YOUR OBJECTIVE: From the records that follow, copy every line in which "park" appears.

ENTRIES SUPPLIED:
────

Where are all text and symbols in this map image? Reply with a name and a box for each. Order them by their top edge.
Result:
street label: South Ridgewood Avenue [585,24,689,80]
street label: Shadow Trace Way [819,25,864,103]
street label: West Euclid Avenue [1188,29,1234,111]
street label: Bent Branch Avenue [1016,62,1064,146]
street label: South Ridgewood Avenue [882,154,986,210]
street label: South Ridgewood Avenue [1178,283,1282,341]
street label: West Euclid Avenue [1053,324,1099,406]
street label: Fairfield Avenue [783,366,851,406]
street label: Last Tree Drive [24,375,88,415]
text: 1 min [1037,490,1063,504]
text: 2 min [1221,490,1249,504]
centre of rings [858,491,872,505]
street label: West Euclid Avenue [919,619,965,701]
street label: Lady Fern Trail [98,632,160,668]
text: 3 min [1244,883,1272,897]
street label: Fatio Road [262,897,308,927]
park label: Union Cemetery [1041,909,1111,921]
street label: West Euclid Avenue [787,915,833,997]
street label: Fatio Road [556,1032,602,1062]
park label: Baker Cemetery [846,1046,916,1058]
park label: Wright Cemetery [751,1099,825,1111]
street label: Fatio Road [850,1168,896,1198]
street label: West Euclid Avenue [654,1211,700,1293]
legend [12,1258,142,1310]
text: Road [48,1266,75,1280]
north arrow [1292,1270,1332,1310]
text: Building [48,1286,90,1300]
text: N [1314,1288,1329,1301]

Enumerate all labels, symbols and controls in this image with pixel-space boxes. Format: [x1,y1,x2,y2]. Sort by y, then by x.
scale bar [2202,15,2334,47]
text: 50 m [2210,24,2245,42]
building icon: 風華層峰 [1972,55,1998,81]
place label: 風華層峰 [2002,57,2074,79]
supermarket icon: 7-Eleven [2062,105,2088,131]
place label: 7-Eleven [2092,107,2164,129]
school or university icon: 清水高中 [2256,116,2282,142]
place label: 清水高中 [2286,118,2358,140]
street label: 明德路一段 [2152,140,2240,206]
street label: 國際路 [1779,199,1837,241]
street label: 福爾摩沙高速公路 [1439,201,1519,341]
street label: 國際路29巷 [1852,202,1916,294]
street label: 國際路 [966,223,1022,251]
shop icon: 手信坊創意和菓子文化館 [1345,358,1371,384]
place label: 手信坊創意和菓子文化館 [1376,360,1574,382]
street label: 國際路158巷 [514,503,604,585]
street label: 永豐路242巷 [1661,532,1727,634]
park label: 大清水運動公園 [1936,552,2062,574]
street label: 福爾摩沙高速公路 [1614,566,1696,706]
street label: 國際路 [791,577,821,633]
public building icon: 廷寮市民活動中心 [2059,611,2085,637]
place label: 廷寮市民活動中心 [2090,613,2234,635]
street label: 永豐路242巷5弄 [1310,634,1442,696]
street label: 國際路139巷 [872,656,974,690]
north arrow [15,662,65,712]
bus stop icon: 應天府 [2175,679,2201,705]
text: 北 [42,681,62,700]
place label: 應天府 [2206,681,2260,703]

────

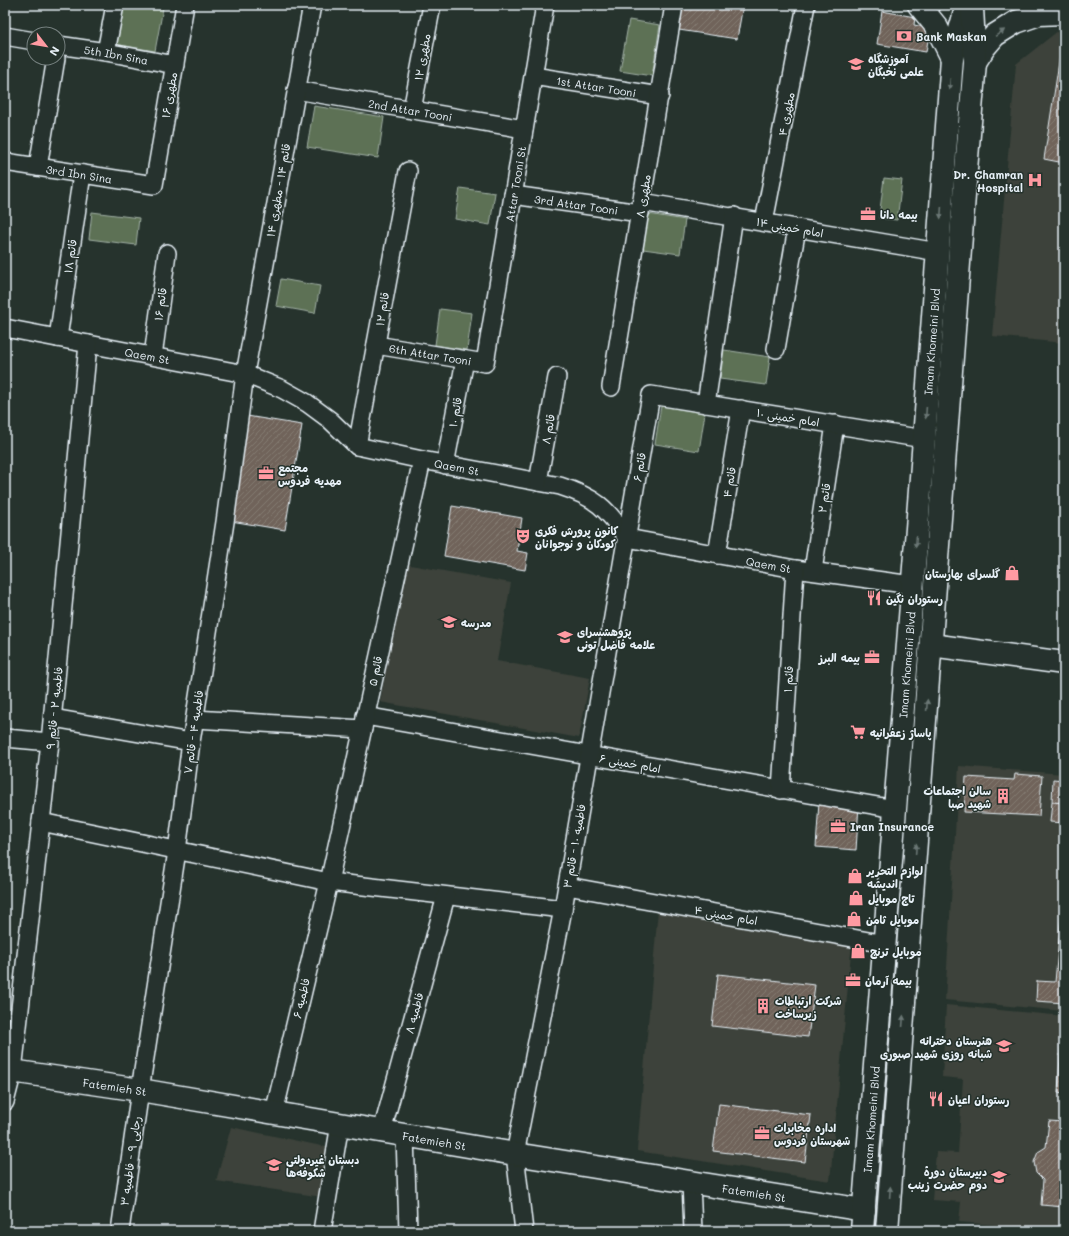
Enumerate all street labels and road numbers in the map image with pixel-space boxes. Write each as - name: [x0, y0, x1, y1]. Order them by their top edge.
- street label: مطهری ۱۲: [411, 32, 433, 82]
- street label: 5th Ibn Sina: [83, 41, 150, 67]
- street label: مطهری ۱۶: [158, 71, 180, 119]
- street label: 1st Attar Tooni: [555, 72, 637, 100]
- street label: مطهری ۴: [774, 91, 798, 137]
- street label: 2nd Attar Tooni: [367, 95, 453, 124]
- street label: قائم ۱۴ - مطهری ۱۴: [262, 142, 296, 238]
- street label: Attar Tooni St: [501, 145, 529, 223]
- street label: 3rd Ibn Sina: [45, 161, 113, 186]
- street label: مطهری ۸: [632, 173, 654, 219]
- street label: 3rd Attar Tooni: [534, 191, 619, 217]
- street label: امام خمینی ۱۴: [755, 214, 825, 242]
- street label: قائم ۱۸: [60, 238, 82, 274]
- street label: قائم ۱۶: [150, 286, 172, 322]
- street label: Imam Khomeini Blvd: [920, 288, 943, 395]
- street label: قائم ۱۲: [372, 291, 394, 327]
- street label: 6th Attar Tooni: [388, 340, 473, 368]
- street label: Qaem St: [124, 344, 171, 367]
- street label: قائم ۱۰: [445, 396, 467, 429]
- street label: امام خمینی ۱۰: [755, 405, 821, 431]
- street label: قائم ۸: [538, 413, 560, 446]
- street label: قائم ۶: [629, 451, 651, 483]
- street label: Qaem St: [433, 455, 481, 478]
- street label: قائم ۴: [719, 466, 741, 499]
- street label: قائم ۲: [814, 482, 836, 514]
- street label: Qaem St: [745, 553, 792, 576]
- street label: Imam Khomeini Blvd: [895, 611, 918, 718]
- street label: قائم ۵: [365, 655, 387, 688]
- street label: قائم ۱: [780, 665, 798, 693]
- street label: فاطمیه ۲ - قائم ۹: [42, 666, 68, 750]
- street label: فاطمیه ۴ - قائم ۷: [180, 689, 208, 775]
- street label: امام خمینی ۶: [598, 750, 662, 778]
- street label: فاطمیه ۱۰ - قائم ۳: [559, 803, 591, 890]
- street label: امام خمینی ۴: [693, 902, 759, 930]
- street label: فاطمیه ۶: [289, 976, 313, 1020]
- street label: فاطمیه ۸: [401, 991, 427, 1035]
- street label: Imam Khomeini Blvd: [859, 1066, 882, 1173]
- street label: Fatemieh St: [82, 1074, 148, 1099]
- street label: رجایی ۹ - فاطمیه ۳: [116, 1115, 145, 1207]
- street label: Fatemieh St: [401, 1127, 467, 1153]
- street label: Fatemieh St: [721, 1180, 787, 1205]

────

ANSWER BELOW:
park label: Union Cemetery [1041,909,1111,921]
park label: Baker Cemetery [846,1046,916,1058]
park label: Wright Cemetery [751,1099,825,1111]
park label: 大清水運動公園 [1936,552,2062,574]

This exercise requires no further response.